I couldn’t see more than a few yards along the pavement. At first I walked slowly to avoid other pedestrians as they coalesced and dissolved, but then I experimented with closing my eyes and striding forward, letting chance decide whether I collided with someone or wandered into the road. It was strangely peaceful, that world of sounds and smells, feeling my feet, untethered from my purpose, carrying me whe
rever they chose. But my head began to daze, and unwelcome thoughts crowded in: a wolf’s face, straining red, bristling hair on his shoulders and chest, his thighs hard under my fists as I beat against them.
On the edge of my hearing there was a voice I knew I should be listening to. It sounded like Madame Moreau.
I opened my eyes. I was alone.
By the time I reached Rosie’s shop, the temperature had dropped and my teeth were chattering. I was about to knock when something made me pause.
It was starting to get dark, and the view through the window was like looking at a stage. Rosie was sitting solemnly on a stool with her little girl on her lap, next to the leather-faced woman whose name I couldn’t recall, and a genial older man who I took to be the woman’s husband from the way she fussed over him.

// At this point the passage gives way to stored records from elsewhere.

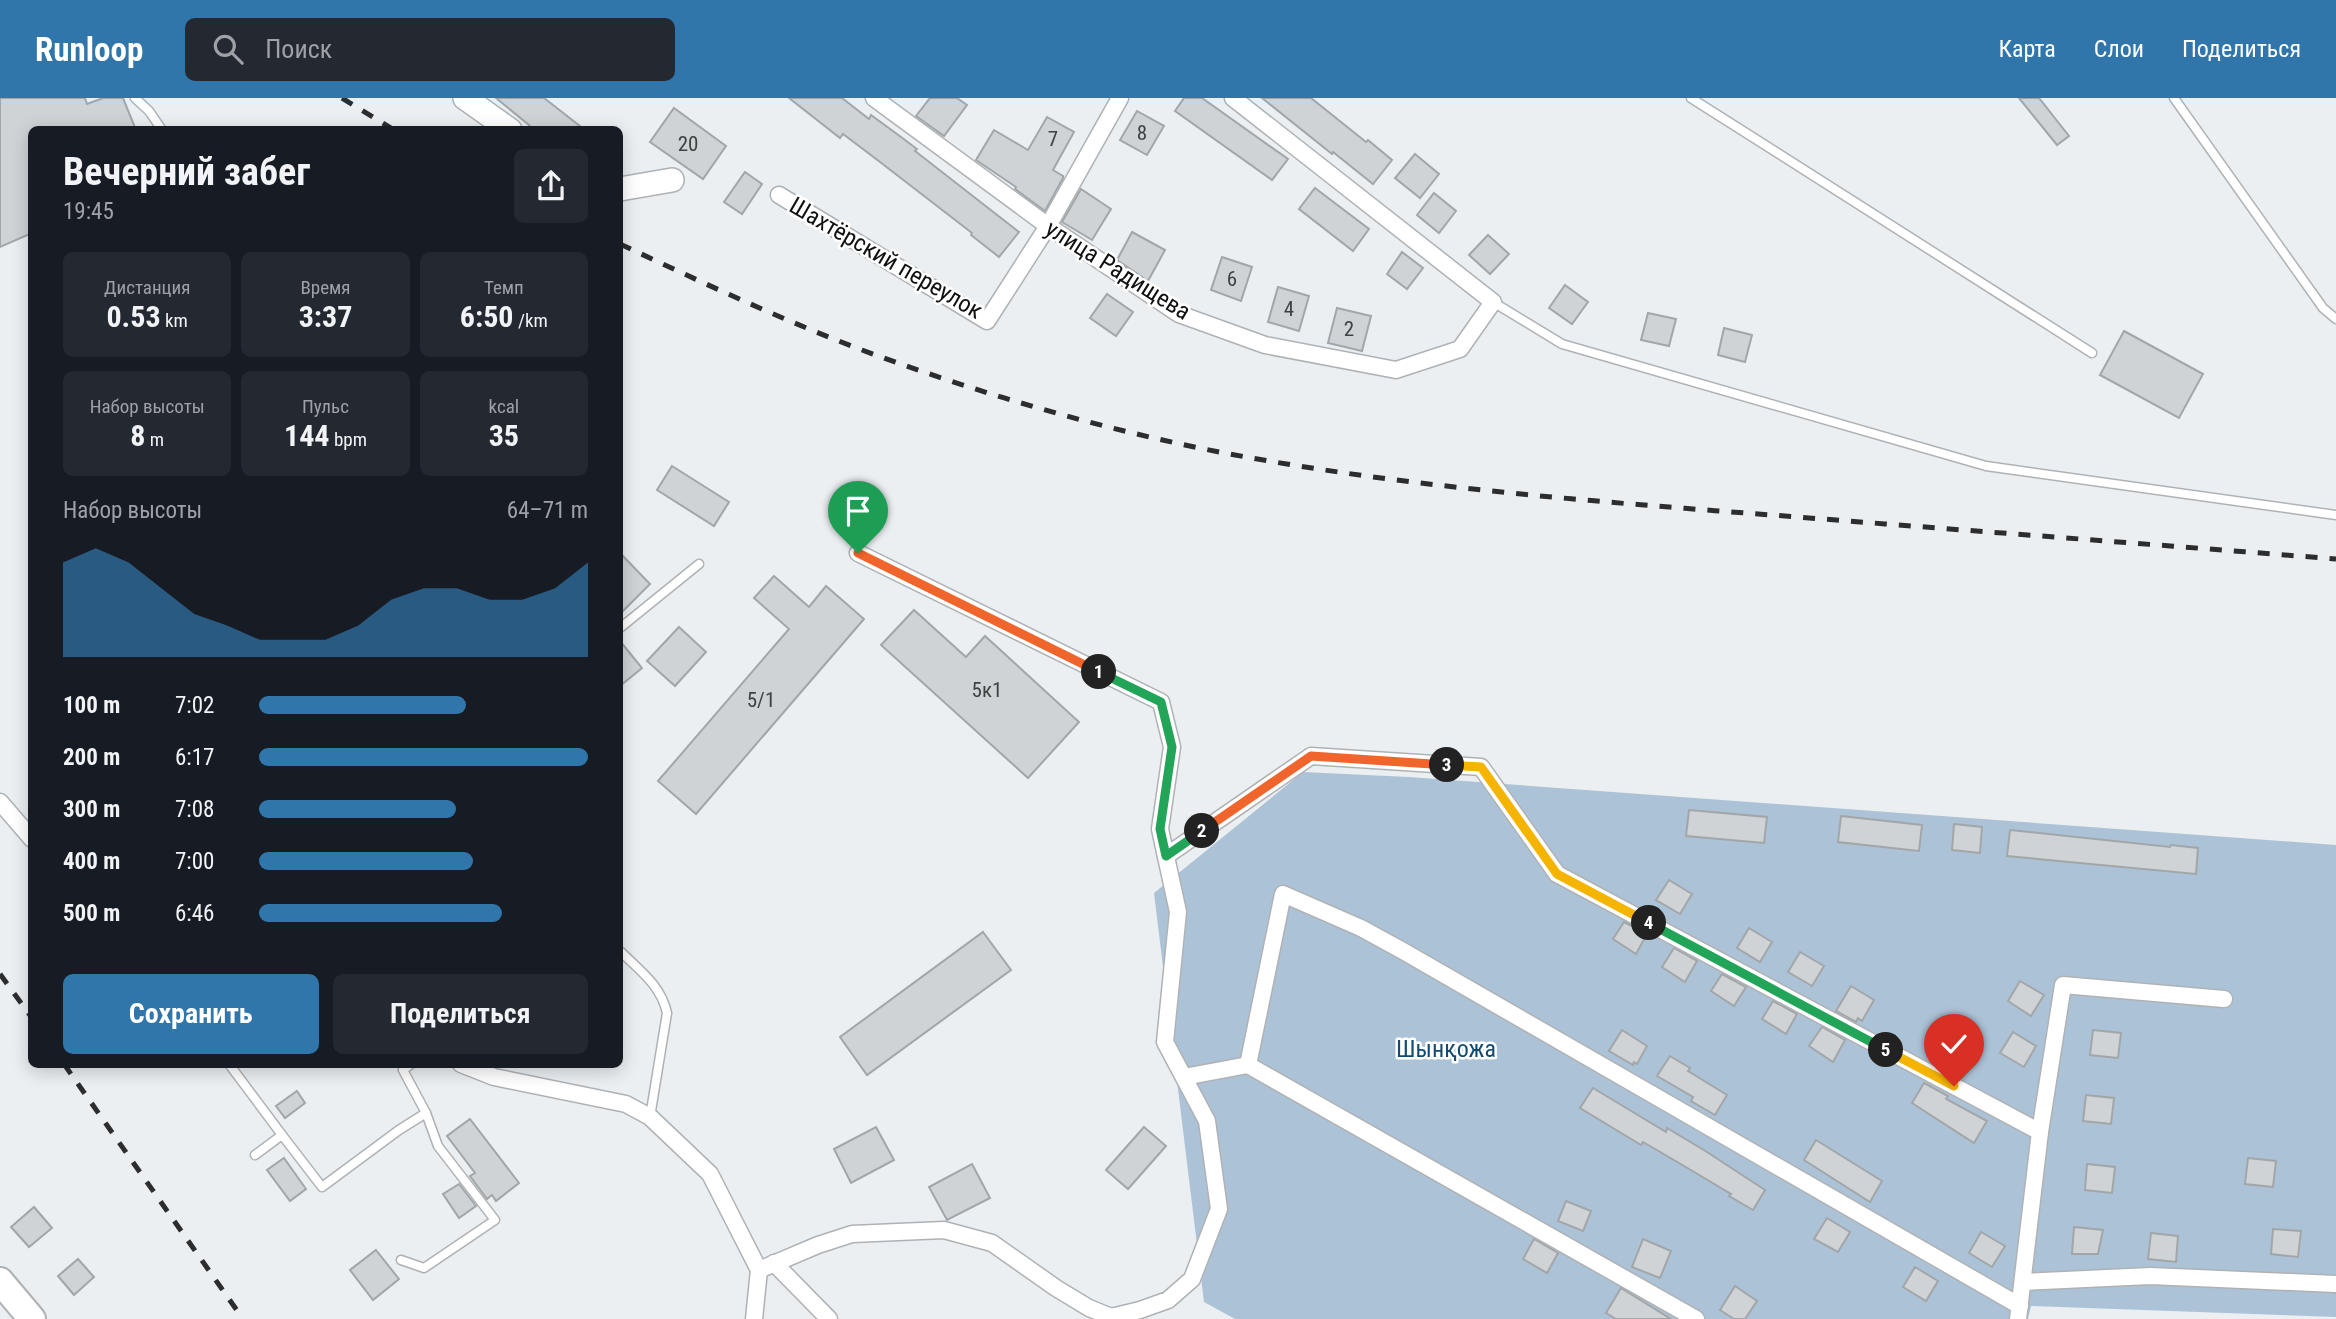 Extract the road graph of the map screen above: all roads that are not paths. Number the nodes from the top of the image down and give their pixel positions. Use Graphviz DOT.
graph roads {
  1 [pos="135,98"];
  2 [pos="465,98"];
  3 [pos="874,98"];
  4 [pos="1120,98"];
  5 [pos="1233,98"];
  6 [pos="1691,98"];
  7 [pos="2174,98"];
  8 [pos="159,126"];
  9 [pos="504,126"];
  10 [pos="672,180"];
  11 [pos="623,188"];
  12 [pos="779,195"];
  13 [pos="1048,226"];
  14 [pos="1493,302"];
  15 [pos="2336,319"];
  16 [pos="2092,353"];
  17 [pos="2336,515"];
  18 [pos="858,553"];
  19 [pos="699,564"];
  20 [pos="623,626"];
  21 [pos="0,802"];
  22 [pos="28,834"];
  23 [pos="1166,856"];
  24 [pos="623,954"];
  25 [pos="2224,999"];
  26 [pos="1248,1065"];
  27 [pos="232,1068"];
  28 [pos="402,1068"];
  29 [pos="471,1068"];
  30 [pos="1184,1077"];
  31 [pos="426,1114"];
  32 [pos="650,1117"];
  33 [pos="2040,1132"];
  34 [pos="282,1135"];
  35 [pos="255,1155"];
  36 [pos="401,1260"];
  37 [pos="774,1263"];
  38 [pos="759,1270"];
  39 [pos="0,1281"];
  40 [pos="2023,1282"];
  41 [pos="2336,1284"];
  42 [pos="2020,1313"];
  43 [pos="32,1319"];
  44 [pos="754,1319"];
  45 [pos="829,1319"];
  46 [pos="1696,1319"];
  1 -- 8 [label="lane"];
  2 -- 9 [label="street"];
  3 -- 13 [label="street, улица Радищева"];
  4 -- 13 [label="street, Шахтёрский переулок"];
  5 -- 14 [label="street"];
  6 -- 16 [label="lane"];
  7 -- 15 [label="lane"];
  10 -- 11 [label="street"];
  12 -- 13 [label="street, Шахтёрский переулок"];
  13 -- 14 [label="street, улица Радищева"];
  14 -- 17 [label="lane"];
  18 -- 23 [label="street"];
  19 -- 20 [label="lane"];
  21 -- 22 [label="street"];
  23 -- 30 [label="street"];
  23 -- 33 [label="street"];
  24 -- 32 [label="lane"];
  25 -- 33 [label="street"];
  26 -- 30 [label="street"];
  26 -- 42 [label="street"];
  26 -- 46 [label="street"];
  27 -- 34 [label="lane"];
  28 -- 31 [label="lane"];
  29 -- 32 [label="street"];
  30 -- 37 [label="street"];
  31 -- 34 [label="lane"];
  31 -- 36 [label="lane"];
  32 -- 38 [label="street"];
  33 -- 40 [label="street"];
  34 -- 35 [label="lane"];
  37 -- 38 [label="street"];
  37 -- 45 [label="street"];
  38 -- 44 [label="street"];
  39 -- 43 [label="main road"];
  40 -- 41 [label="street"];
  40 -- 42 [label="street"];
}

From where I was standing I could just about hear the sound of their voices, but no words. There was another man there as well, younger, my age perhaps. He was leaning in towards Rosie and tweaking her daughter’s nose to make her giggle. Rosie batted her hand at him and he caught it briefly before letting it go.
For the first time in a long time I didn’t feel jealous of such easy, masculine flirtation. I felt a coil of revulsion and a rising, venomous anger, not just for this fellow but for all of them, all the charmers, persuaders, cajolers, seducers, kidnappers and molesters. All of them.
He looked out of the window, squinting at the gloom outside. I wasn’t sure if he could see me. He turned away again, giving Rosie his full attention. He had an open face and dark hair, unshaven but not properly bearded.
I remembered Jack, lying on the slab at the hospital. He was a hairy man, Jack Flowers, much like this fellow, about the same height, and the same weight, more or less. They were eerily similar.
Now I came to think of it, I had seen nothing to identify Jack. Rosie had told the police her husband was missing, and had named the body on the slab as him, but we only had her word for it. No other member of his family had come in. There had been no reason to be suspicious; she was the grieving widow, and anyway, Mr Hurst had determined it was an accident.